→ Task item: Transcribe every entry below word for word, but skip the pictures.
BEGIN
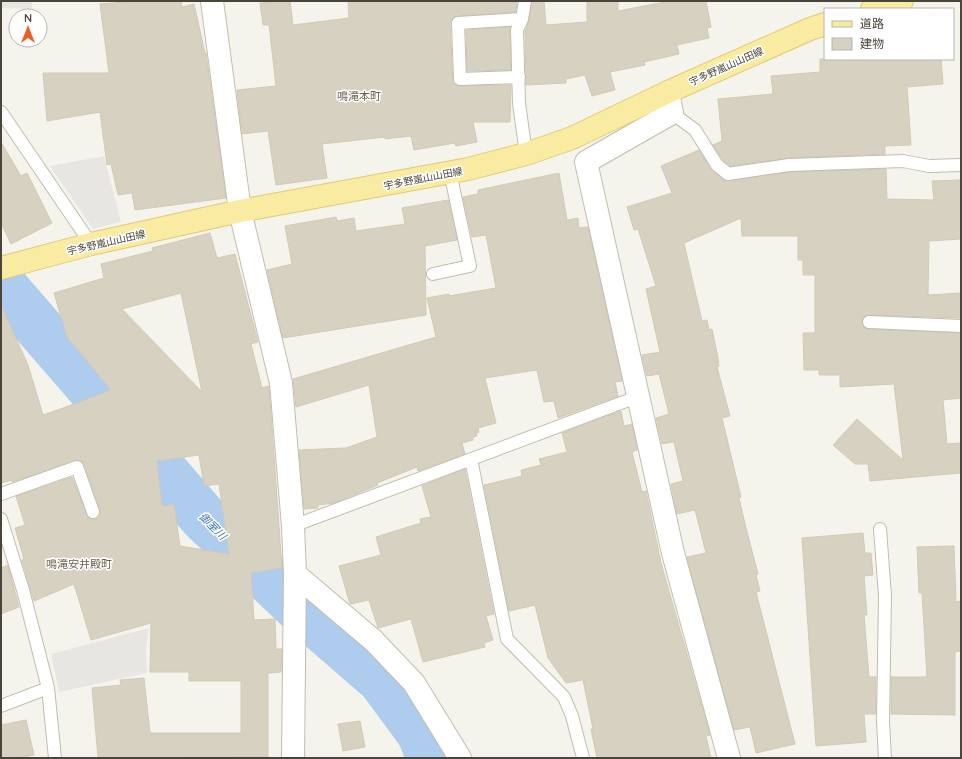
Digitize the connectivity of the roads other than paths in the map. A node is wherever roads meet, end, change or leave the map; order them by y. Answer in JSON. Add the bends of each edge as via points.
{"nodes":[{"id":1,"x":212,"y":1,"type":"edge"},
{"id":2,"x":525,"y":1,"type":"edge"},
{"id":3,"x":902,"y":1,"type":"edge"},
{"id":4,"x":876,"y":8,"type":"edge"},
{"id":5,"x":522,"y":18,"type":"junction"},
{"id":6,"x":824,"y":24,"type":"edge"},
{"id":7,"x":519,"y":77,"type":"junction"},
{"id":8,"x":670,"y":102,"type":"junction"},
{"id":9,"x":1,"y":112,"type":"edge"},
{"id":10,"x":526,"y":154,"type":"junction"},
{"id":11,"x":961,"y":164,"type":"edge"},
{"id":12,"x":450,"y":172,"type":"junction"},
{"id":13,"x":240,"y":211,"type":"junction"},
{"id":14,"x":91,"y":244,"type":"junction"},
{"id":15,"x":5,"y":267,"type":"edge"},
{"id":16,"x":433,"y":274,"type":"dead end"},
{"id":17,"x":869,"y":322,"type":"dead end"},
{"id":18,"x":961,"y":326,"type":"edge"},
{"id":19,"x":637,"y":397,"type":"junction"},
{"id":20,"x":470,"y":460,"type":"junction"},
{"id":21,"x":1,"y":494,"type":"edge"},
{"id":22,"x":93,"y":512,"type":"dead end"},
{"id":23,"x":1,"y":520,"type":"edge"},
{"id":24,"x":293,"y":526,"type":"junction"},
{"id":25,"x":880,"y":529,"type":"dead end"},
{"id":26,"x":295,"y":576,"type":"junction"},
{"id":27,"x":48,"y":688,"type":"junction"},
{"id":28,"x":1,"y":706,"type":"edge"},
{"id":29,"x":55,"y":758,"type":"edge"},
{"id":30,"x":293,"y":758,"type":"edge"},
{"id":31,"x":460,"y":758,"type":"edge"},
{"id":32,"x":583,"y":758,"type":"edge"},
{"id":33,"x":729,"y":758,"type":"edge"},
{"id":34,"x":885,"y":758,"type":"edge"}],
"edges":[{"from":1,"to":13,"type":"street"},
{"from":2,"to":5,"type":"lane"},
{"from":3,"to":4,"type":"main road"},
{"from":5,"to":7,"type":"lane","via":[[517,30]]},
{"from":5,"to":7,"type":"lane","via":[[458,23],[460,79]]},
{"from":6,"to":8,"type":"main road","name":"宇多野嵐山山田線","via":[[810,28]]},
{"from":7,"to":10,"type":"lane","via":[[519,103]]},
{"from":8,"to":10,"type":"main road","name":"宇多野嵐山山田線"},
{"from":8,"to":11,"type":"lane","via":[[695,130],[717,165],[728,174],[789,165],[903,160],[930,166]]},
{"from":8,"to":19,"type":"street","via":[[586,162]]},
{"from":9,"to":14,"type":"lane"},
{"from":10,"to":12,"type":"main road","name":"宇多野嵐山山田線"},
{"from":12,"to":13,"type":"main road","name":"宇多野嵐山山田線"},
{"from":12,"to":16,"type":"lane","via":[[470,266]]},
{"from":13,"to":14,"type":"main road","name":"宇多野嵐山山田線"},
{"from":13,"to":24,"type":"street","via":[[281,383]]},
{"from":14,"to":15,"type":"main road","name":"宇多野嵐山山田線"},
{"from":17,"to":18,"type":"lane"},
{"from":19,"to":20,"type":"lane"},
{"from":19,"to":33,"type":"street","via":[[673,553]]},
{"from":20,"to":24,"type":"lane"},
{"from":20,"to":32,"type":"lane","via":[[508,639],[564,697]]},
{"from":21,"to":22,"type":"lane","via":[[77,467]]},
{"from":23,"to":27,"type":"lane","via":[[23,590]]},
{"from":24,"to":26,"type":"street"},
{"from":25,"to":34,"type":"lane","via":[[885,596]]},
{"from":26,"to":30,"type":"street"},
{"from":26,"to":31,"type":"street","via":[[374,641],[414,683]]},
{"from":27,"to":28,"type":"lane"},
{"from":27,"to":29,"type":"lane"}]}
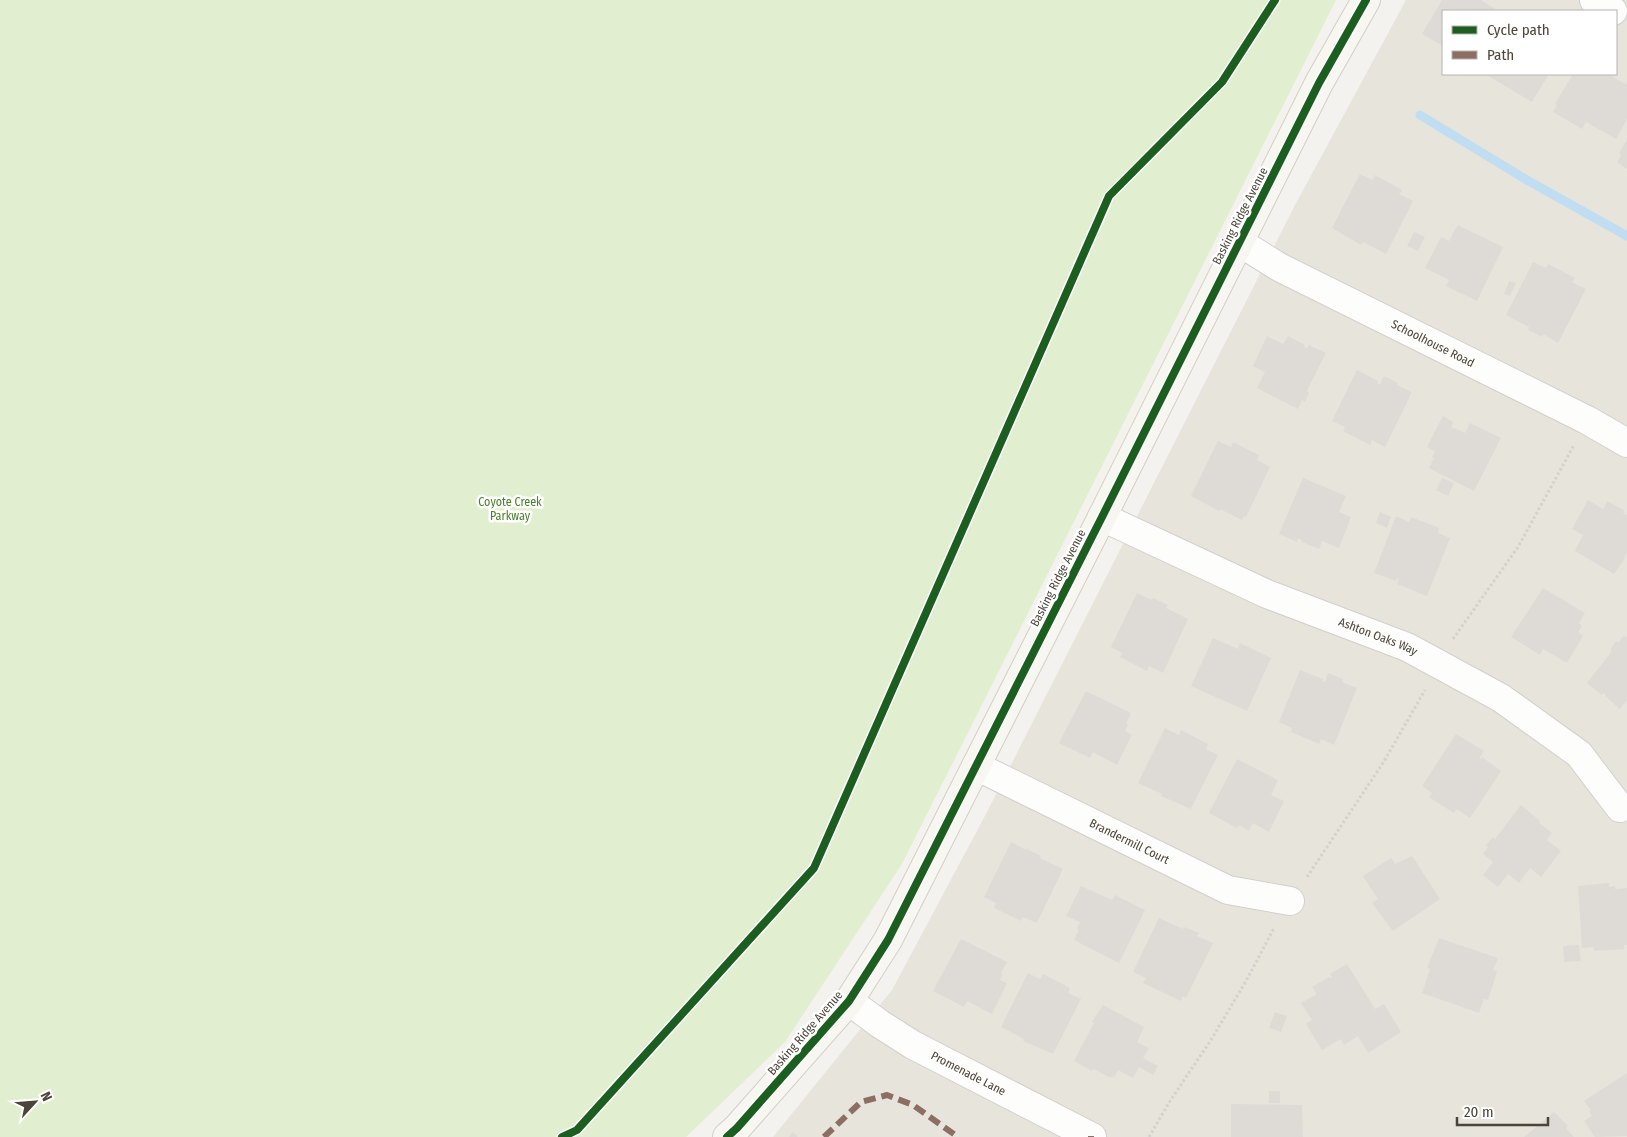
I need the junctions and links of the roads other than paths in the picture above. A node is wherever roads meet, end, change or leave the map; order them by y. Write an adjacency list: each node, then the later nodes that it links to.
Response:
1 (1366, 0): 4 (street, Basking Ridge Avenue)
2 (1594, 0): 3 (street)
3 (1611, 10)
4 (1239, 242): 5 (street, Schoolhouse Road); 6 (street, Basking Ridge Avenue)
5 (1627, 443)
6 (1102, 517): 7 (street, Basking Ridge Avenue); 8 (street, Ashton Oaks Way)
7 (976, 766): 9 (street, Brandermill Court); 10 (street, Basking Ridge Avenue)
8 (1620, 808)
9 (1290, 901)
10 (849, 1001): 11 (street, Basking Ridge Avenue); 12 (street, Promenade Lane)
11 (727, 1137)
12 (1092, 1137)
END
→ Task result:
Digitize the connectivity of the roads other than paths in the map. A node is wherever roads meet, end, change or leave the map; order them by y. Answer in JSON. Add the bends of each edge as via points.
{"nodes":[{"id":1,"x":212,"y":1,"type":"edge"},
{"id":2,"x":525,"y":1,"type":"edge"},
{"id":3,"x":902,"y":1,"type":"edge"},
{"id":4,"x":876,"y":8,"type":"edge"},
{"id":5,"x":522,"y":18,"type":"junction"},
{"id":6,"x":824,"y":24,"type":"edge"},
{"id":7,"x":519,"y":77,"type":"junction"},
{"id":8,"x":670,"y":102,"type":"junction"},
{"id":9,"x":1,"y":112,"type":"edge"},
{"id":10,"x":526,"y":154,"type":"junction"},
{"id":11,"x":961,"y":164,"type":"edge"},
{"id":12,"x":450,"y":172,"type":"junction"},
{"id":13,"x":240,"y":211,"type":"junction"},
{"id":14,"x":91,"y":244,"type":"junction"},
{"id":15,"x":5,"y":267,"type":"edge"},
{"id":16,"x":433,"y":274,"type":"dead end"},
{"id":17,"x":869,"y":322,"type":"dead end"},
{"id":18,"x":961,"y":326,"type":"edge"},
{"id":19,"x":637,"y":397,"type":"junction"},
{"id":20,"x":470,"y":460,"type":"junction"},
{"id":21,"x":1,"y":494,"type":"edge"},
{"id":22,"x":93,"y":512,"type":"dead end"},
{"id":23,"x":1,"y":520,"type":"edge"},
{"id":24,"x":293,"y":526,"type":"junction"},
{"id":25,"x":880,"y":529,"type":"dead end"},
{"id":26,"x":295,"y":576,"type":"junction"},
{"id":27,"x":48,"y":688,"type":"junction"},
{"id":28,"x":1,"y":706,"type":"edge"},
{"id":29,"x":55,"y":758,"type":"edge"},
{"id":30,"x":293,"y":758,"type":"edge"},
{"id":31,"x":460,"y":758,"type":"edge"},
{"id":32,"x":583,"y":758,"type":"edge"},
{"id":33,"x":729,"y":758,"type":"edge"},
{"id":34,"x":885,"y":758,"type":"edge"}],
"edges":[{"from":1,"to":13,"type":"street"},
{"from":2,"to":5,"type":"lane"},
{"from":3,"to":4,"type":"main road"},
{"from":5,"to":7,"type":"lane","via":[[517,30]]},
{"from":5,"to":7,"type":"lane","via":[[458,23],[460,79]]},
{"from":6,"to":8,"type":"main road","name":"宇多野嵐山山田線","via":[[810,28]]},
{"from":7,"to":10,"type":"lane","via":[[519,103]]},
{"from":8,"to":10,"type":"main road","name":"宇多野嵐山山田線"},
{"from":8,"to":11,"type":"lane","via":[[695,130],[717,165],[728,174],[789,165],[903,160],[930,166]]},
{"from":8,"to":19,"type":"street","via":[[586,162]]},
{"from":9,"to":14,"type":"lane"},
{"from":10,"to":12,"type":"main road","name":"宇多野嵐山山田線"},
{"from":12,"to":13,"type":"main road","name":"宇多野嵐山山田線"},
{"from":12,"to":16,"type":"lane","via":[[470,266]]},
{"from":13,"to":14,"type":"main road","name":"宇多野嵐山山田線"},
{"from":13,"to":24,"type":"street","via":[[281,383]]},
{"from":14,"to":15,"type":"main road","name":"宇多野嵐山山田線"},
{"from":17,"to":18,"type":"lane"},
{"from":19,"to":20,"type":"lane"},
{"from":19,"to":33,"type":"street","via":[[673,553]]},
{"from":20,"to":24,"type":"lane"},
{"from":20,"to":32,"type":"lane","via":[[508,639],[564,697]]},
{"from":21,"to":22,"type":"lane","via":[[77,467]]},
{"from":23,"to":27,"type":"lane","via":[[23,590]]},
{"from":24,"to":26,"type":"street"},
{"from":25,"to":34,"type":"lane","via":[[885,596]]},
{"from":26,"to":30,"type":"street"},
{"from":26,"to":31,"type":"street","via":[[374,641],[414,683]]},
{"from":27,"to":28,"type":"lane"},
{"from":27,"to":29,"type":"lane"}]}
I need the junctions and links of the roads other than paths in the picture above. A node is wherever roads meet, end, change or leave the map; order them by y. Write an adjacency list: each node, then the later nodes that it links to.
Response:
1 (1366, 0): 4 (street, Basking Ridge Avenue)
2 (1594, 0): 3 (street)
3 (1611, 10)
4 (1239, 242): 5 (street, Schoolhouse Road); 6 (street, Basking Ridge Avenue)
5 (1627, 443)
6 (1102, 517): 7 (street, Basking Ridge Avenue); 8 (street, Ashton Oaks Way)
7 (976, 766): 9 (street, Brandermill Court); 10 (street, Basking Ridge Avenue)
8 (1620, 808)
9 (1290, 901)
10 (849, 1001): 11 (street, Basking Ridge Avenue); 12 (street, Promenade Lane)
11 (727, 1137)
12 (1092, 1137)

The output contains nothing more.